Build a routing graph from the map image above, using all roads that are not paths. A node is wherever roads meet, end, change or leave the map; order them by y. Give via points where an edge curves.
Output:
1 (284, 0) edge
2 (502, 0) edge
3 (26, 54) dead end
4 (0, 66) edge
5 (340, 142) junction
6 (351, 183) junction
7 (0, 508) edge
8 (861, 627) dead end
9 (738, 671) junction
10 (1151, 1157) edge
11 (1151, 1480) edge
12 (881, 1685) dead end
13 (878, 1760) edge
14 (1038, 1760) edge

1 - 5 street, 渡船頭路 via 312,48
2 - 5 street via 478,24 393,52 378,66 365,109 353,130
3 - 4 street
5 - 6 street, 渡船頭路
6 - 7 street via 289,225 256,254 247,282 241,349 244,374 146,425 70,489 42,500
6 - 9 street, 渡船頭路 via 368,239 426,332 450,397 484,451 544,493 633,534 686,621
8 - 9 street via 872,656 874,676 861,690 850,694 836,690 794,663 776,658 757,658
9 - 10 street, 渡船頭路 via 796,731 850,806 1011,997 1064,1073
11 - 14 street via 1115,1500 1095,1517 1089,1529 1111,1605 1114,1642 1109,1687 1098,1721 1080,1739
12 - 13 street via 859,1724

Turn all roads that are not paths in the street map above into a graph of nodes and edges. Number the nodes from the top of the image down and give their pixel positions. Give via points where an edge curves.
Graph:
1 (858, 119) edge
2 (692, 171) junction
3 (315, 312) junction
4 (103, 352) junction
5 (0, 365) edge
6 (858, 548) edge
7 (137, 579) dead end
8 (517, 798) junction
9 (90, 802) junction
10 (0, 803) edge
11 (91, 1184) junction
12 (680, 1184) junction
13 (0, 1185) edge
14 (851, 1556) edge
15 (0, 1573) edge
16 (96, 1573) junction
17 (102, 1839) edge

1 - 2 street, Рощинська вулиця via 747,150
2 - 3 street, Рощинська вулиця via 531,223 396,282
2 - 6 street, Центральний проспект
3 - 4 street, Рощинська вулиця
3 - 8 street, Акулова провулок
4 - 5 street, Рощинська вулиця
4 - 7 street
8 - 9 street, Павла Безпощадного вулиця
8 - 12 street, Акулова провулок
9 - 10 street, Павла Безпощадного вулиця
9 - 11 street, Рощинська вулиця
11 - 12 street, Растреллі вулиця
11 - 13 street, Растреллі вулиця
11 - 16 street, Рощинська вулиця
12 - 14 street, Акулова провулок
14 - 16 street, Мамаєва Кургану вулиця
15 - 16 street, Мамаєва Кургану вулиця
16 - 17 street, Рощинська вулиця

• THE PROBLEM: Copy each line of the records that has "Give" in it.

• FINAL ANSWER:
Build a routing graph from the map image above, using all roads that are not paths. A node is wherever roads meet, end, change or leave the map; order them by y. Give via points where an edge curves.
Turn all roads that are not paths in the street map above into a graph of nodes and edges. Number the nodes from the top of the image down and give their pixel positions. Give via points where an edge curves.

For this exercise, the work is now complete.